## Your objective
Below are the records; copy out every line that holds the word "roads".

## The input
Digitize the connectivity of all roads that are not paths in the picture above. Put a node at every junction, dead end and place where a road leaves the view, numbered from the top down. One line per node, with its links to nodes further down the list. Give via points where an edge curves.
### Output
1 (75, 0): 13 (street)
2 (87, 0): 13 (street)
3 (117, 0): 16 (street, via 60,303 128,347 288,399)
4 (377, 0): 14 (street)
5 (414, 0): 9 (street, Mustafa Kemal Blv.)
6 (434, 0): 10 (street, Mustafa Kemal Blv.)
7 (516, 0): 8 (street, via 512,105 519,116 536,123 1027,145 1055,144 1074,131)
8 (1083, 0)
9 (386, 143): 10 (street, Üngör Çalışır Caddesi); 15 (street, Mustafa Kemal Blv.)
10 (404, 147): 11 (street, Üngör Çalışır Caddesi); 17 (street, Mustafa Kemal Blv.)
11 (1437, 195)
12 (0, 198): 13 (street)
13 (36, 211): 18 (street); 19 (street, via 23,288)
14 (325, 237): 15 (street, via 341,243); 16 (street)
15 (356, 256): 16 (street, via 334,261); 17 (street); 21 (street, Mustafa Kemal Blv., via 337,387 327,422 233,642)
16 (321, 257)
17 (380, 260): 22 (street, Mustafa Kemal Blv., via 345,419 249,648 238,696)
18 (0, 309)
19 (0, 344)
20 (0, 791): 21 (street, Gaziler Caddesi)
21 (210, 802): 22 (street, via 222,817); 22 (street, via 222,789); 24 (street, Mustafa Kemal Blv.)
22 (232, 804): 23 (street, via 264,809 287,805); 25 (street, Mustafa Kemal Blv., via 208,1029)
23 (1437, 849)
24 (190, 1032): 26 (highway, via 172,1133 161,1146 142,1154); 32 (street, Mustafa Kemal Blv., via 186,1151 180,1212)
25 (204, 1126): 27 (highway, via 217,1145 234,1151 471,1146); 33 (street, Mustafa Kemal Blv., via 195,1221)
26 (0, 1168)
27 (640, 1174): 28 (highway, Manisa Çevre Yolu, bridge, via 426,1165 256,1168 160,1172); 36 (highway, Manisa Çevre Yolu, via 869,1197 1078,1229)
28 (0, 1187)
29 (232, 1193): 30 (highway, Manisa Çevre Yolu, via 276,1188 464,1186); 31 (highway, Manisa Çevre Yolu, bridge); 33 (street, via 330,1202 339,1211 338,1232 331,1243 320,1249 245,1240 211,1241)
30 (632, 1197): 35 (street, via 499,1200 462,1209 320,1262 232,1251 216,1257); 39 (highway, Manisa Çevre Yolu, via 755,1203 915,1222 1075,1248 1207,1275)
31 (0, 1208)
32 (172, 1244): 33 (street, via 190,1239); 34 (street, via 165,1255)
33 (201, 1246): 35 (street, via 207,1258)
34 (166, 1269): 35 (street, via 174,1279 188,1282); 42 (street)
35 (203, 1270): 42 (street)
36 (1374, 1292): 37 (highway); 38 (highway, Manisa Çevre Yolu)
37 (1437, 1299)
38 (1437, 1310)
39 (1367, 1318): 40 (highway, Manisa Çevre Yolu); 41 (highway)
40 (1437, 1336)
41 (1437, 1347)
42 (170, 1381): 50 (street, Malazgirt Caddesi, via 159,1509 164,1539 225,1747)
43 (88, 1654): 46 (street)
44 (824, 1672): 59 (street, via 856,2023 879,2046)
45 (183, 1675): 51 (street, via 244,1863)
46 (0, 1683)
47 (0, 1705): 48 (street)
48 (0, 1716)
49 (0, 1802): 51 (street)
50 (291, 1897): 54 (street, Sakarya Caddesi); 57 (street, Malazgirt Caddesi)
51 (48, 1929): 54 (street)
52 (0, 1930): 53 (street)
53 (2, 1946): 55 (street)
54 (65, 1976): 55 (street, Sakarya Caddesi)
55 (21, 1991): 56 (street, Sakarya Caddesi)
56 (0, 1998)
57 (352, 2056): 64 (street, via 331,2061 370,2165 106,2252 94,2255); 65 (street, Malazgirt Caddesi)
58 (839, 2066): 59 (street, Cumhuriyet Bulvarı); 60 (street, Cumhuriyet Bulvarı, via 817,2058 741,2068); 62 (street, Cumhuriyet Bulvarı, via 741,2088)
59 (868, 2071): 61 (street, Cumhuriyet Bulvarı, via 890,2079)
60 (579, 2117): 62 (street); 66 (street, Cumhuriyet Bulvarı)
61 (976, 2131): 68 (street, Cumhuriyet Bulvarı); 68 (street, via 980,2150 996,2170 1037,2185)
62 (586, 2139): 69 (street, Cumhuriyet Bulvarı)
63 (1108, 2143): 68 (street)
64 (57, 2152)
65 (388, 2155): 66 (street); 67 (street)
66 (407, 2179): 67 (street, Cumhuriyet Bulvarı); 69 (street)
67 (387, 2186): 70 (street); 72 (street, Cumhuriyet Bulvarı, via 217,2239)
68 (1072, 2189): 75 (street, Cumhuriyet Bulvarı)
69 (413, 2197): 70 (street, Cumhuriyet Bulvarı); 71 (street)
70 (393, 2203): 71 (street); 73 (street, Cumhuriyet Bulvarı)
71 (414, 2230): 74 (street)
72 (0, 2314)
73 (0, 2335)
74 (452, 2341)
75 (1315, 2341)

--

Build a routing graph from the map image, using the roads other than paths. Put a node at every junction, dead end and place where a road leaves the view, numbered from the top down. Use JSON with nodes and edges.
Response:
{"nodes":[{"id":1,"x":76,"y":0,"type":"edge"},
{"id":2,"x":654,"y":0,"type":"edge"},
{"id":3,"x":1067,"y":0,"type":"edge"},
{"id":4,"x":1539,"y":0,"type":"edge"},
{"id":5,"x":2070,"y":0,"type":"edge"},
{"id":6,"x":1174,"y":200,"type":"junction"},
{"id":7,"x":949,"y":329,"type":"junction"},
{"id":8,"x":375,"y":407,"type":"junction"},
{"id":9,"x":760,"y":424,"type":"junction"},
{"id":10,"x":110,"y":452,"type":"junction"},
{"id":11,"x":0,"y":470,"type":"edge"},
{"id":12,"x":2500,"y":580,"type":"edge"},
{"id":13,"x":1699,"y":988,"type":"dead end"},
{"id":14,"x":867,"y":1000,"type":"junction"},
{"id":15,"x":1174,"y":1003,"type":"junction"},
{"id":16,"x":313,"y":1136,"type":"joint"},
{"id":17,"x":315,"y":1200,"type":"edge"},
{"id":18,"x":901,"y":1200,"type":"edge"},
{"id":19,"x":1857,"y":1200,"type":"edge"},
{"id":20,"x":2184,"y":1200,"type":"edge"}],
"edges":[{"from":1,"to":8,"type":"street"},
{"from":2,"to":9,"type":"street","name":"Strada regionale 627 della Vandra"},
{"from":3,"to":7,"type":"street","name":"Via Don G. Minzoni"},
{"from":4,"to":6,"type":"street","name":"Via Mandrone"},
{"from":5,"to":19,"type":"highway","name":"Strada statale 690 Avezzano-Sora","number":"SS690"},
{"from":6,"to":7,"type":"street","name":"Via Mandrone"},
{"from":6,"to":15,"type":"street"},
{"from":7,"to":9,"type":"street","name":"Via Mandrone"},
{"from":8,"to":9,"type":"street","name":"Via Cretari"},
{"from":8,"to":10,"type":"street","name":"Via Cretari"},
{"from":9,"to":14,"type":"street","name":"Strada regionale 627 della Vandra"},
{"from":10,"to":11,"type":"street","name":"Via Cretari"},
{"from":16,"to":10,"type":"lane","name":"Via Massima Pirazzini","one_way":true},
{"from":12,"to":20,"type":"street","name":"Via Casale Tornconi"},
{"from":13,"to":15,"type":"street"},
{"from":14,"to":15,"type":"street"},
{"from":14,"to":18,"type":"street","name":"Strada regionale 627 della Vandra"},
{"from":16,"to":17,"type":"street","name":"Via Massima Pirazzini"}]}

...

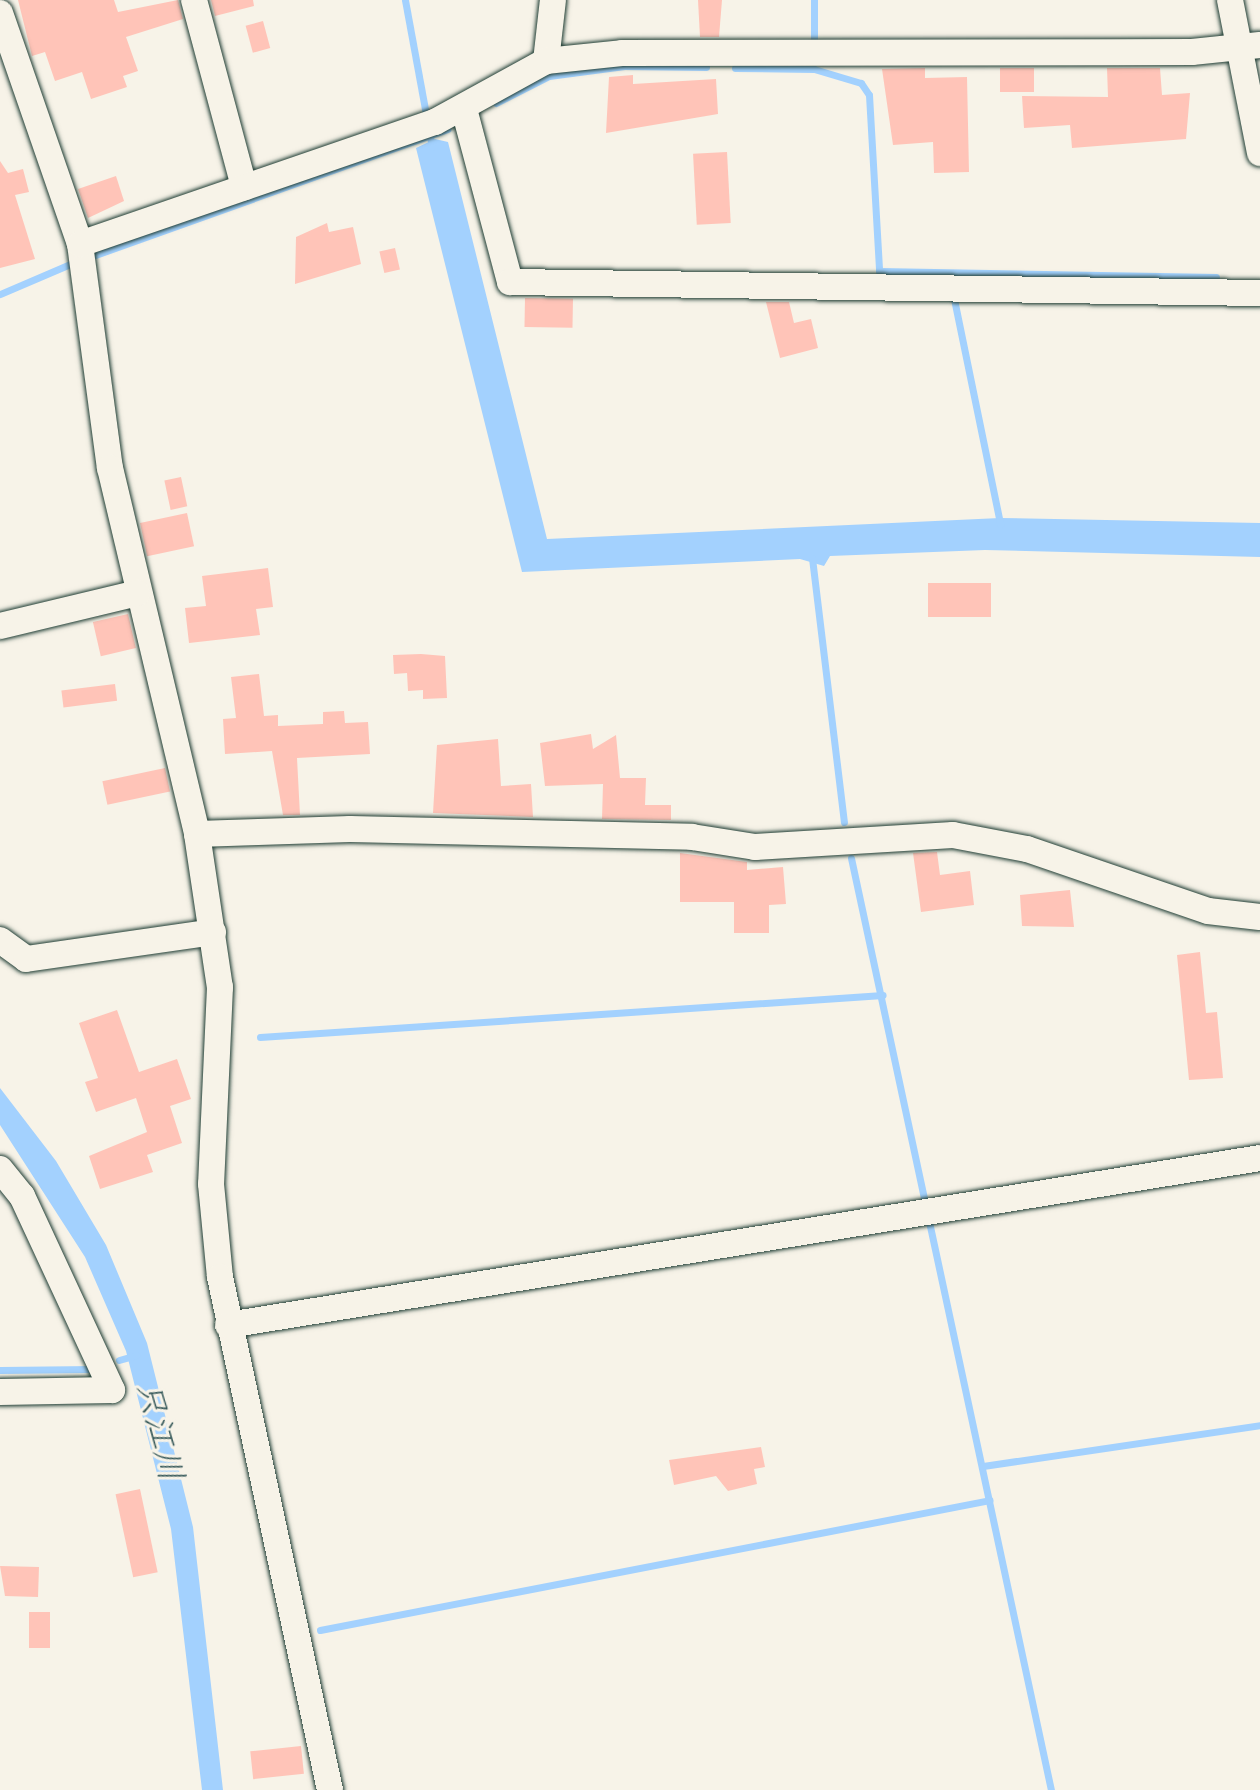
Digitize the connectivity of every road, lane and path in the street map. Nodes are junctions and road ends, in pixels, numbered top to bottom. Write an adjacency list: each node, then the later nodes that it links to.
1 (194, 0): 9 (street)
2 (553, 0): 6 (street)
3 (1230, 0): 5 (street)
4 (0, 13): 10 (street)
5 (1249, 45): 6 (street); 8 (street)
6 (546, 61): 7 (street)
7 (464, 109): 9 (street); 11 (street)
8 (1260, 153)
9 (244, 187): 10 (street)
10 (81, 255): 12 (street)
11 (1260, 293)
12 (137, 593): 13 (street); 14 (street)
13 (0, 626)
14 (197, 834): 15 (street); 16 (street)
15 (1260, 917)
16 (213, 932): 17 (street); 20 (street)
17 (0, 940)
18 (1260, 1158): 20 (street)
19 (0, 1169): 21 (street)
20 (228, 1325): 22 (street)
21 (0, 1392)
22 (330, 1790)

## Written answer
Digitize the connectivity of all roads that are not paths in the picture above. Put a node at every junction, dead end and place where a road leaves the view, numbered from the top down. One line per node, with its links to nodes further down the list. Give via points where an edge curves.
Build a routing graph from the map image, using the roads other than paths. Put a node at every junction, dead end and place where a road leaves the view, numbered from the top down. Use JSON with nodes and edges.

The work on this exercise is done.